While Bostridge and Drake were obviously comfortable with Schumann, much of the evening’s treasure was buried in the relatively uncharted maps of Johannes Brahms, in whose poetics they steeped the program’s first half. With a life-affirming, if not transformative, energy Brahms’s songs made for a fitting introduction to anyone not familiar with the lieder tradition from which he is so often excluded, typically dominated as it is by Franz Schubert, Hugo Wolf, and Schumann himself. For one, he favored the words of “minor” poets—a downfall in an art built from the text up. This and his disinterest in grand cycles pegged him as something of an outsider. Yet Brahms saw no necessary correlation between great music and great poetry. Each was its own melody.

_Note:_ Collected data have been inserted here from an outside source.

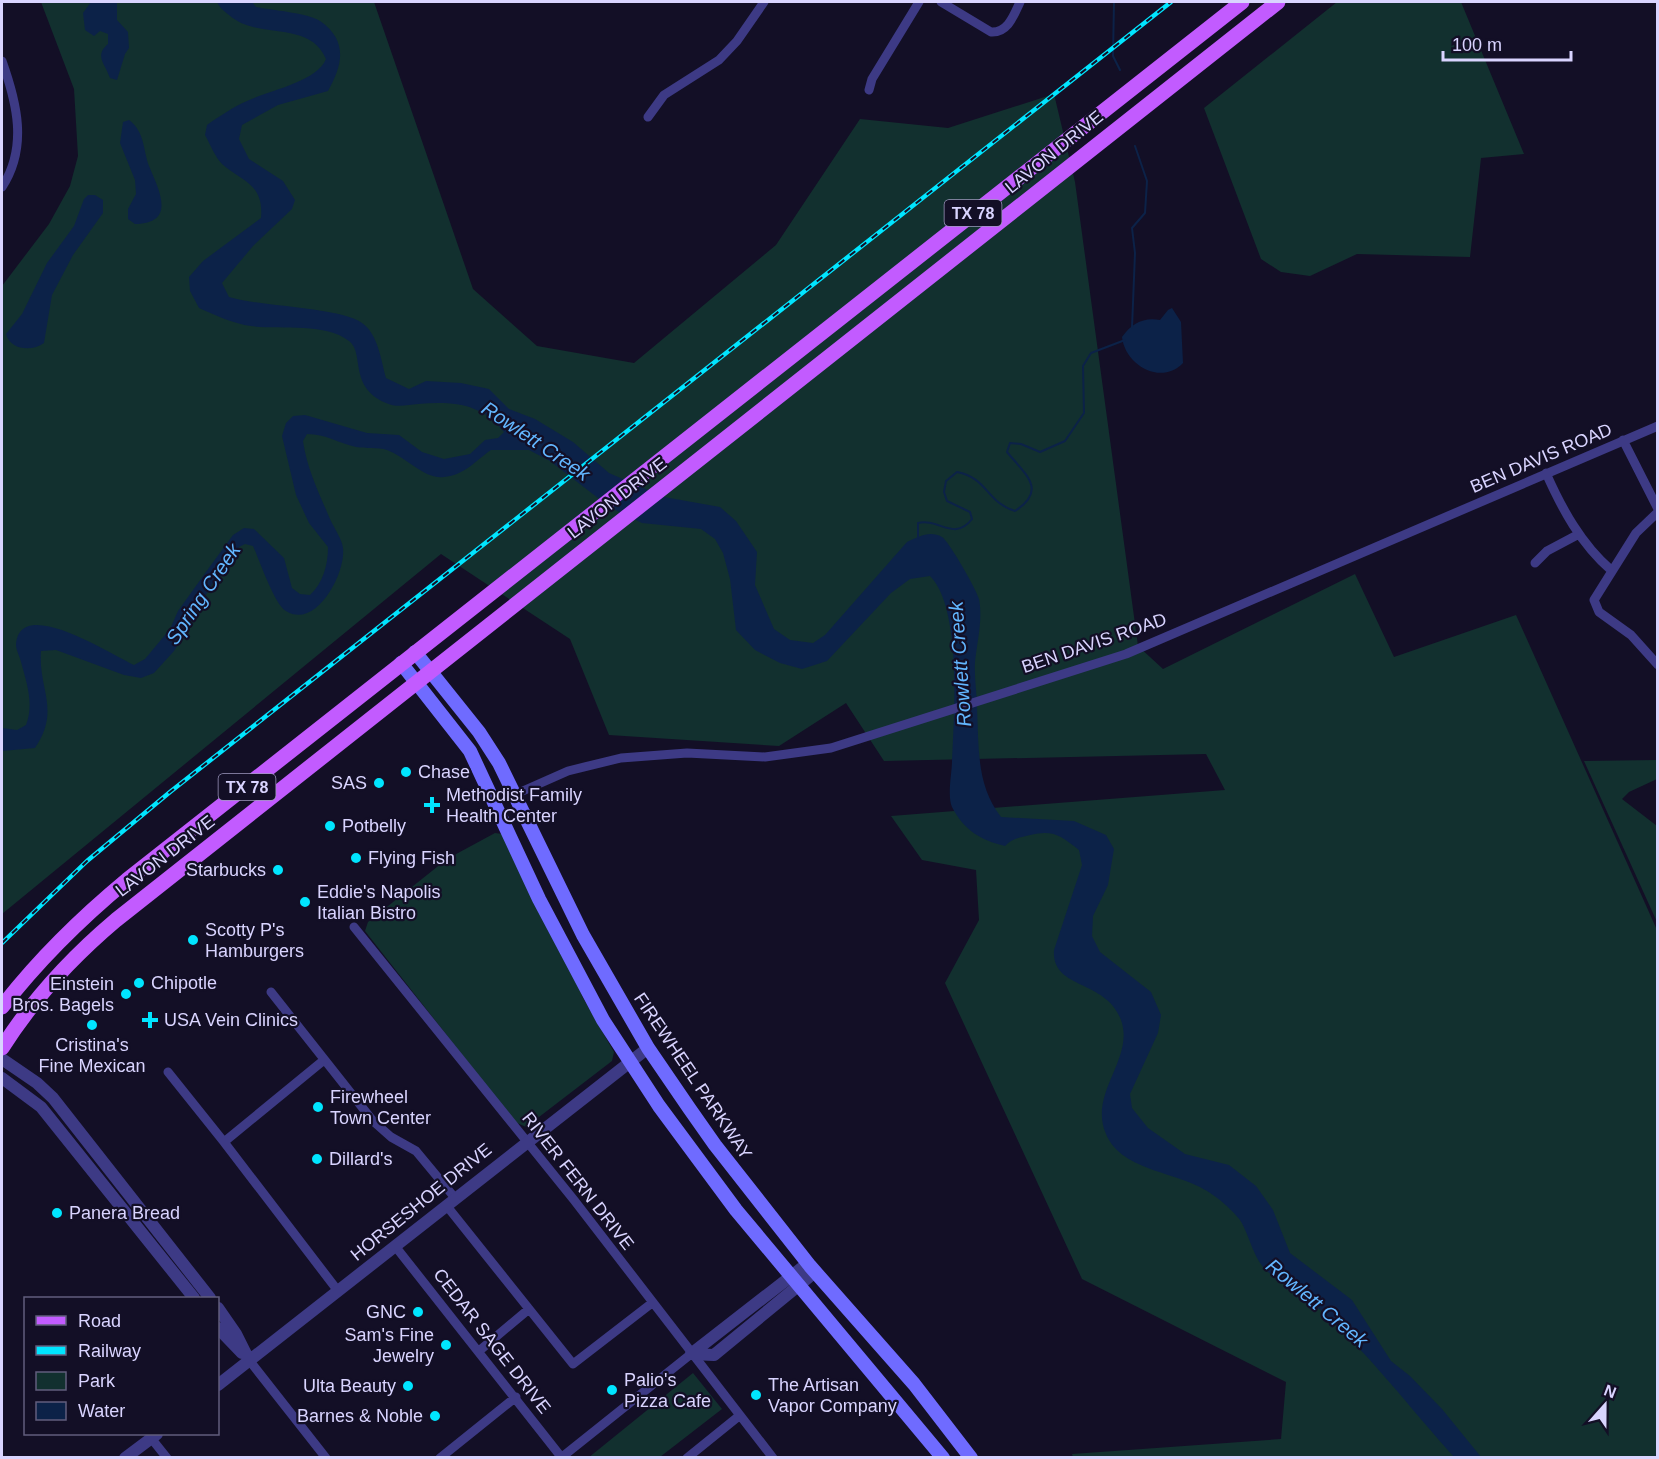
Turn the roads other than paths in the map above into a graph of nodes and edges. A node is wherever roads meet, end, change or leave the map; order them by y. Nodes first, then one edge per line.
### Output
1 (764, 2) edge
2 (919, 2) edge
3 (941, 2) edge
4 (1020, 2) edge
5 (1242, 2) edge
6 (1278, 2) edge
7 (2, 61) edge
8 (869, 90) dead end
9 (648, 117) dead end
10 (2, 187) edge
11 (1658, 426) edge
12 (1623, 440) junction
13 (1546, 473) junction
14 (1658, 511) edge
15 (1579, 534) junction
16 (1535, 563) dead end
17 (1611, 570) junction
18 (415, 652) junction
19 (401, 663) junction
20 (1658, 665) edge
21 (432, 671) junction
22 (418, 682) junction
23 (315, 732) junction
24 (516, 794) junction
25 (257, 809) junction
26 (505, 821) junction
27 (354, 927) dead end
28 (583, 934) junction
29 (271, 992) dead end
30 (2, 1007) edge
31 (2, 1048) edge
32 (648, 1048) junction
33 (2, 1059) edge
34 (324, 1060) junction
35 (629, 1061) junction
36 (168, 1072) dead end
37 (2, 1078) edge
38 (526, 1141) junction
39 (224, 1142) junction
40 (451, 1202) junction
41 (395, 1246) junction
42 (812, 1268) junction
43 (795, 1281) junction
44 (338, 1291) junction
45 (192, 1297) edge
46 (208, 1297) edge
47 (652, 1303) junction
48 (219, 1309) edge
49 (529, 1310) junction
50 (219, 1329) edge
51 (478, 1351) junction
52 (691, 1354) junction
53 (249, 1360) junction
54 (219, 1384) edge
55 (516, 1398) junction
56 (739, 1416) junction
57 (154, 1436) edge
58 (562, 1457) edge
59 (125, 1458) edge
60 (167, 1458) edge
61 (326, 1458) edge
62 (440, 1458) edge
63 (687, 1458) edge
64 (772, 1458) edge
65 (942, 1458) edge
66 (971, 1458) edge

1 - 9 street
2 - 8 street
3 - 4 street
5 - 18 main road, LAVON DRIVE / TX 78
6 - 21 main road, LAVON DRIVE / TX 78
7 - 10 street
11 - 12 street, BEN DAVIS ROAD
12 - 13 street, BEN DAVIS ROAD
12 - 14 street
13 - 15 street
13 - 24 street, BEN DAVIS ROAD
14 - 17 street
15 - 16 street
15 - 17 street
17 - 20 street
18 - 19 main road, LAVON DRIVE / TX 78
18 - 21 main road, FIREWHEEL PARKWAY
19 - 22 main road
19 - 23 main road, LAVON DRIVE / TX 78
21 - 22 main road, LAVON DRIVE / TX 78
21 - 24 main road, FIREWHEEL PARKWAY
22 - 25 main road, LAVON DRIVE / TX 78
22 - 26 main road
23 - 25 main road
23 - 30 main road, LAVON DRIVE / TX 78
24 - 28 main road, FIREWHEEL PARKWAY
25 - 31 main road, LAVON DRIVE / TX 78
26 - 28 main road
26 - 35 main road
27 - 38 street, RIVER FERN DRIVE
28 - 32 main road, FIREWHEEL PARKWAY
29 - 34 street
32 - 35 street, HORSESHOE DRIVE
32 - 42 main road, FIREWHEEL PARKWAY
33 - 46 street
34 - 39 street
34 - 40 street
35 - 38 street, HORSESHOE DRIVE
35 - 43 main road
36 - 39 street
37 - 45 street
38 - 40 street, HORSESHOE DRIVE
38 - 47 street, RIVER FERN DRIVE
39 - 44 street
40 - 41 street, HORSESHOE DRIVE
40 - 49 street
41 - 44 street, HORSESHOE DRIVE
41 - 51 street, CEDAR SAGE DRIVE
42 - 43 street
42 - 66 main road, FIREWHEEL PARKWAY
43 - 52 street
43 - 65 main road
44 - 53 street, HORSESHOE DRIVE
47 - 49 street
47 - 52 street, RIVER FERN DRIVE
48 - 53 street
49 - 51 street
50 - 53 street
51 - 55 street, CEDAR SAGE DRIVE
52 - 56 street, RIVER FERN DRIVE
52 - 58 street
53 - 54 street, HORSESHOE DRIVE
53 - 61 street
55 - 58 street, CEDAR SAGE DRIVE
55 - 62 street
56 - 63 street
56 - 64 street, RIVER FERN DRIVE
57 - 59 street
57 - 60 street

As with Schumann, whom Brahms much admired, folk motifs were an important touchstone and sometimes led him boldly where his contemporaries dared not tread.


Johannes Brahms

His was, and continues to be, a music filled with worlds that don’t so much collide as pass through one another. From the mighty gales of Auf dem Kirchhofe (“In the churchyard”) and on through the Chopinesque backcloth of Der Gang zum Liebchen (“The way to the beloved”) to the raging seas in Verzagen (“Despair”), the pianism was of a vastly different order, with the result that Bostridge pushed himself to engage every facet of its relief. This resulted in an unexpected hiccup during a high reach in Geheimnis (“Secret”). Yet even this did nothing to detract from what was for this listener the most awe-inspiring song of the program (if anything, it broke a tension that threatened to sweep us away entirely), and may explain the marked determination with which he dove into the set’s most turgid waters—notably, Alte Liebe (“Old Love”) and O kühler Wald (O cool forest).

Due perhaps to Brahms’s rich keyboard writing, Drake’s interpretive nuances were most effulgently realized here. He was at once impressionistic and exacting like a carver’s tool, but always playing the words at hand. The lushness of chording in his right hand atop the rising arpeggios of his left in the concert’s opener, Es träumte mir (“I dreamed”), assured us that the best accompanists also know how to sing. Bostridge was reverently aware of this. One could see it in the way he looked into the distance between verses, as if watching the Steinway’s notes mingling with his own over the horizon. He interacted with the piano, now resting on it like a poet’s tree, now at an intense moment breaking free from its pull.

Oftentimes the more careful one is, the more conservative one becomes. In the case of these two performers, however, care seems to have bred nothing but expressive potential. In this respect Bostridge sings as might a Shakespearean actor surrender to a soliloquy—which is to say, by stepping outside the self and into the landscape of another space and time. His ego flees like the poetry from his lips, even as he shows us the vitality of the body in the singing of lieder, its centering and de-centering, its bows and cringes, and in all the winged commitment required to make every syllable fly. Drake, meanwhile, proves himself supremely attuned to every color change, and stands respectfully poised on the edge of drowning. He listens to the voice just as the voice listens to itself, intoning with the wavering realism of a reflective surface.

We return to Heine, in whose beauties we find ourselves lost:

In the magic garden wander
Two lovers, silent and alone;
The nightingales are singing,
The moon is shimmering.

So sings the now familiar voice, no longer birdlike but nonetheless profoundly arboreal. Bostridge takes us fearlessly into that garden and shapes its flora and fauna, each more magical than the last for the Midas touch of his vocal presence. Said garden is his gift to us, a place to which we can always return when remembering this night.